Collected data entries:
———

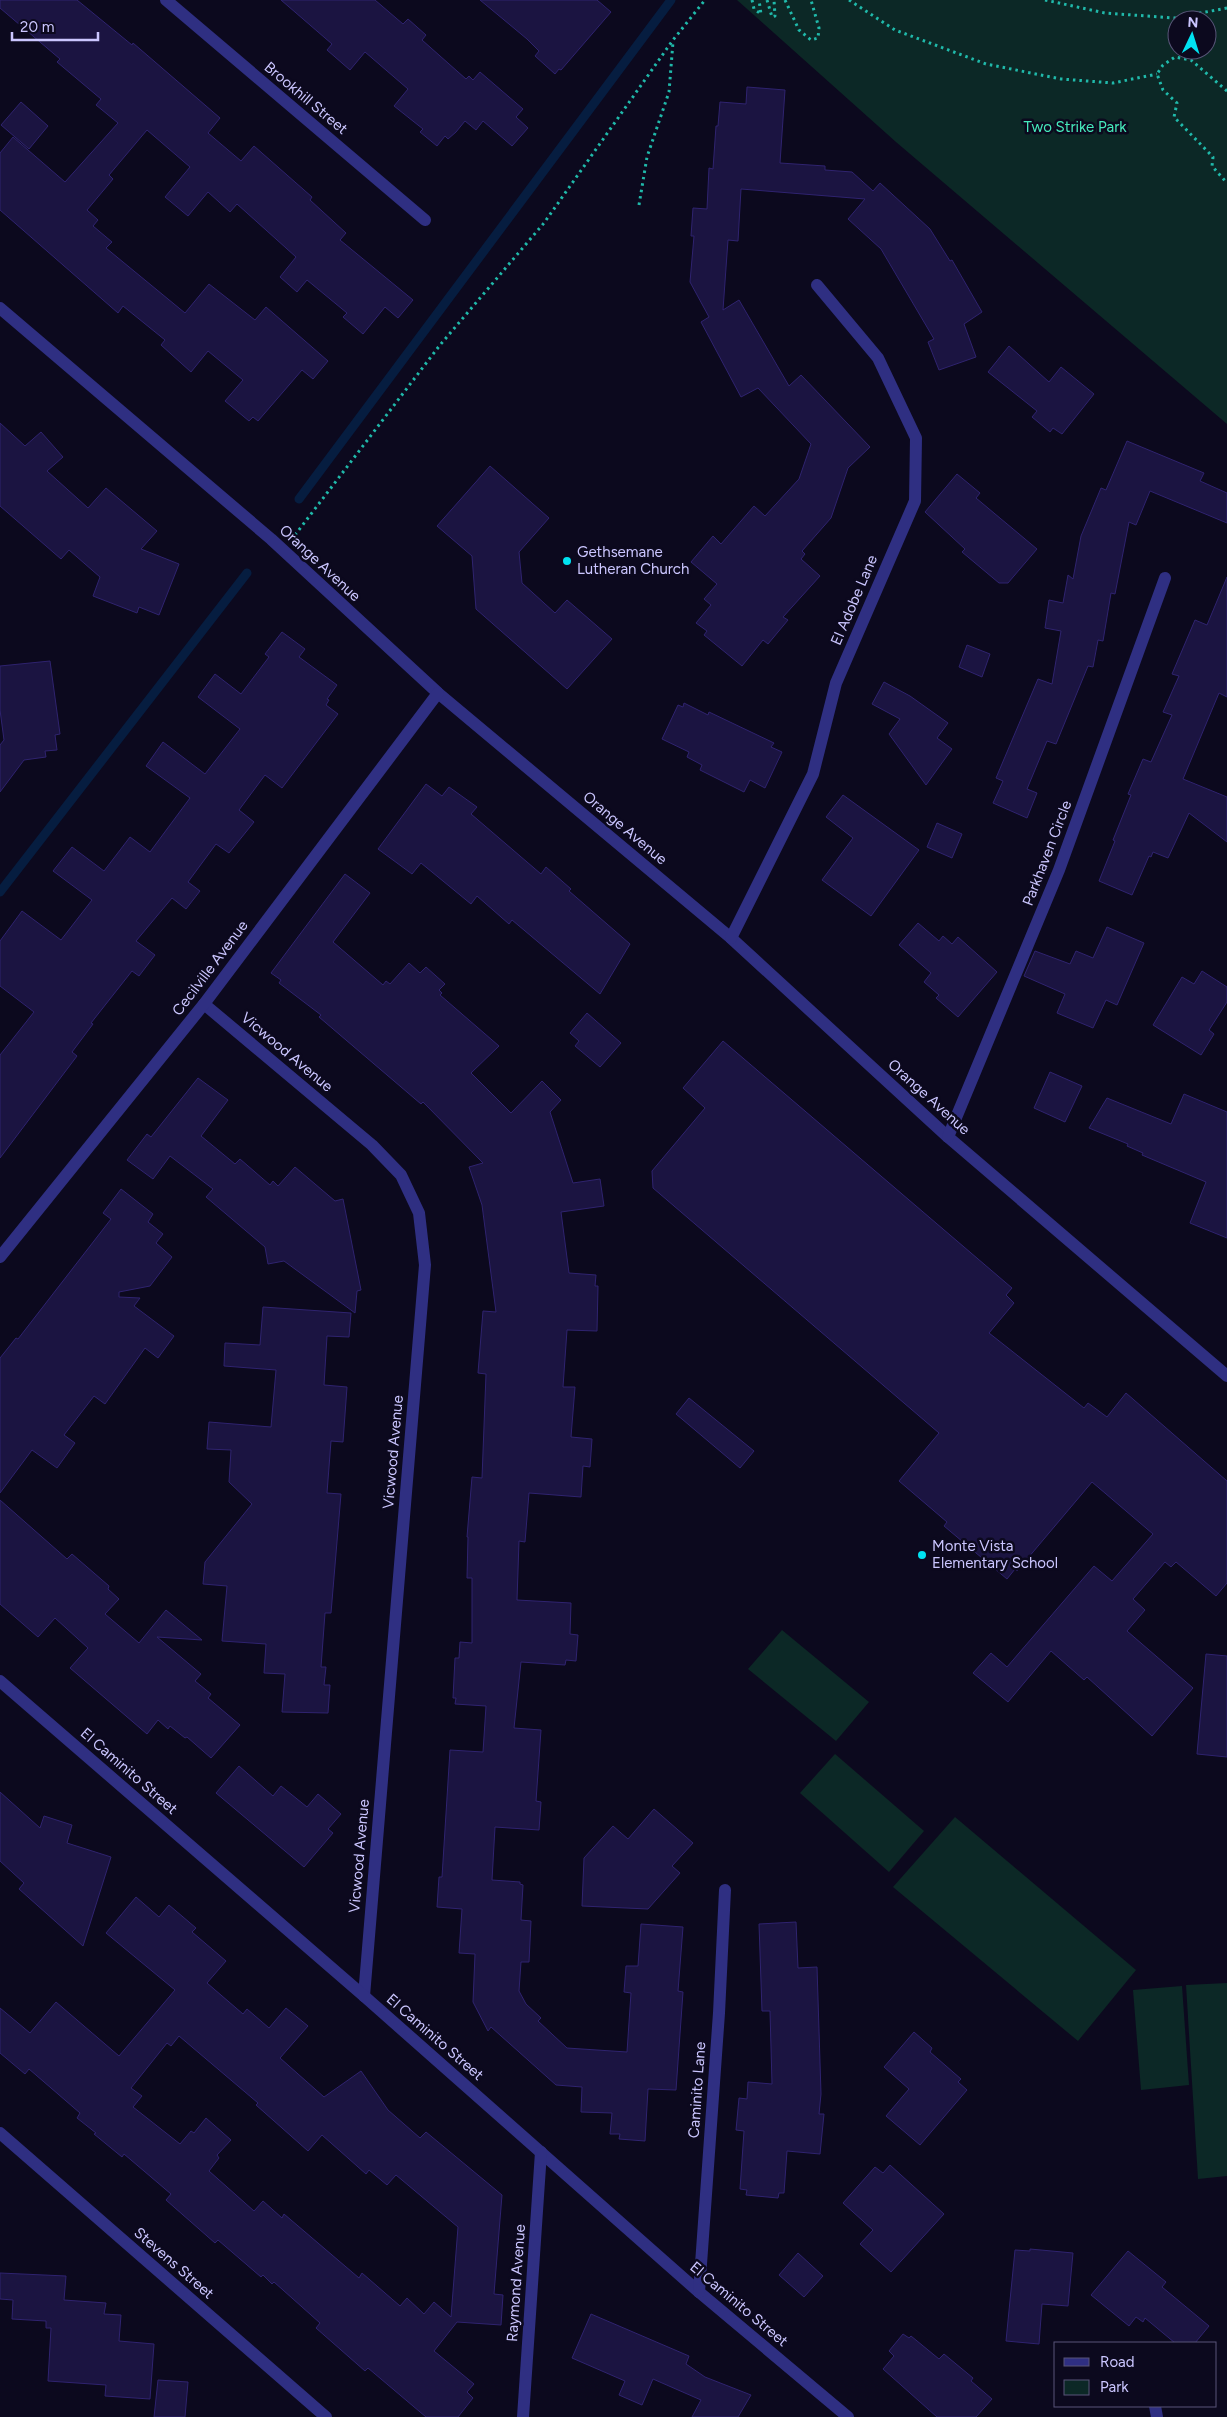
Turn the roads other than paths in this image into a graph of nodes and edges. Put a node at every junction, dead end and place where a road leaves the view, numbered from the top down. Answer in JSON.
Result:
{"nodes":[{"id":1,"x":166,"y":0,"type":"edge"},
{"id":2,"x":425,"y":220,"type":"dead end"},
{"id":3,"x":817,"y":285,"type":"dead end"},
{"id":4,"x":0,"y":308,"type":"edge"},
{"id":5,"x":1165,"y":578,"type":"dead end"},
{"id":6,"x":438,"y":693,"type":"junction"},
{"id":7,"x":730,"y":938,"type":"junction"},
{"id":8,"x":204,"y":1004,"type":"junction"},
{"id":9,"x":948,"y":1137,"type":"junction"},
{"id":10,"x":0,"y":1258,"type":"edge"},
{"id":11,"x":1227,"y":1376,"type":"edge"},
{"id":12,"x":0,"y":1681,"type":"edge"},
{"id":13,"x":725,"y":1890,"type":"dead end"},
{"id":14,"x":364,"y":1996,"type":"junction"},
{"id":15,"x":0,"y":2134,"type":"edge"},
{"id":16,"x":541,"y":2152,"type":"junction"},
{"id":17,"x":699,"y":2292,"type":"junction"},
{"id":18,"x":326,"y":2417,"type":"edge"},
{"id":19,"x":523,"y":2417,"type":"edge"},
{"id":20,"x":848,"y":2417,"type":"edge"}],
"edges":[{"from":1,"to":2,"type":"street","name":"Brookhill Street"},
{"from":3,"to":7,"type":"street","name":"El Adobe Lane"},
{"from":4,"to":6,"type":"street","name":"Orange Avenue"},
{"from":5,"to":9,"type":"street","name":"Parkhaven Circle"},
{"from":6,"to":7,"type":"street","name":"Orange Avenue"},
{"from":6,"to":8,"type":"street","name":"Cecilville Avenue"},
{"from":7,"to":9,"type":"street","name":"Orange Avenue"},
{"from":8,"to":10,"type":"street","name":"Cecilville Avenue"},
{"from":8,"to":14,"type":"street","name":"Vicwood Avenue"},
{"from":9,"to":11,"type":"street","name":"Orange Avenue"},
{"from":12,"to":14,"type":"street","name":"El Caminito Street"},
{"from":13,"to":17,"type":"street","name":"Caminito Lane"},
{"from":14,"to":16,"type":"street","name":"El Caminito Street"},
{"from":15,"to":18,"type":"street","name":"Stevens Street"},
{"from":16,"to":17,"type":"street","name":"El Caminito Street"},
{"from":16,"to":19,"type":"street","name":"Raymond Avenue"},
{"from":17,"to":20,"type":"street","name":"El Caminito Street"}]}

———

YOUR ASSIGNMENT: Please print all the entries exactly as written, but drop the pictures.

EXERCISE OUTPUT:
Turn the roads other than paths in this image into a graph of nodes and edges. Put a node at every junction, dead end and place where a road leaves the view, numbered from the top down. Answer in JSON.
Result:
{"nodes":[{"id":1,"x":166,"y":0,"type":"edge"},
{"id":2,"x":425,"y":220,"type":"dead end"},
{"id":3,"x":817,"y":285,"type":"dead end"},
{"id":4,"x":0,"y":308,"type":"edge"},
{"id":5,"x":1165,"y":578,"type":"dead end"},
{"id":6,"x":438,"y":693,"type":"junction"},
{"id":7,"x":730,"y":938,"type":"junction"},
{"id":8,"x":204,"y":1004,"type":"junction"},
{"id":9,"x":948,"y":1137,"type":"junction"},
{"id":10,"x":0,"y":1258,"type":"edge"},
{"id":11,"x":1227,"y":1376,"type":"edge"},
{"id":12,"x":0,"y":1681,"type":"edge"},
{"id":13,"x":725,"y":1890,"type":"dead end"},
{"id":14,"x":364,"y":1996,"type":"junction"},
{"id":15,"x":0,"y":2134,"type":"edge"},
{"id":16,"x":541,"y":2152,"type":"junction"},
{"id":17,"x":699,"y":2292,"type":"junction"},
{"id":18,"x":326,"y":2417,"type":"edge"},
{"id":19,"x":523,"y":2417,"type":"edge"},
{"id":20,"x":848,"y":2417,"type":"edge"}],
"edges":[{"from":1,"to":2,"type":"street","name":"Brookhill Street"},
{"from":3,"to":7,"type":"street","name":"El Adobe Lane"},
{"from":4,"to":6,"type":"street","name":"Orange Avenue"},
{"from":5,"to":9,"type":"street","name":"Parkhaven Circle"},
{"from":6,"to":7,"type":"street","name":"Orange Avenue"},
{"from":6,"to":8,"type":"street","name":"Cecilville Avenue"},
{"from":7,"to":9,"type":"street","name":"Orange Avenue"},
{"from":8,"to":10,"type":"street","name":"Cecilville Avenue"},
{"from":8,"to":14,"type":"street","name":"Vicwood Avenue"},
{"from":9,"to":11,"type":"street","name":"Orange Avenue"},
{"from":12,"to":14,"type":"street","name":"El Caminito Street"},
{"from":13,"to":17,"type":"street","name":"Caminito Lane"},
{"from":14,"to":16,"type":"street","name":"El Caminito Street"},
{"from":15,"to":18,"type":"street","name":"Stevens Street"},
{"from":16,"to":17,"type":"street","name":"El Caminito Street"},
{"from":16,"to":19,"type":"street","name":"Raymond Avenue"},
{"from":17,"to":20,"type":"street","name":"El Caminito Street"}]}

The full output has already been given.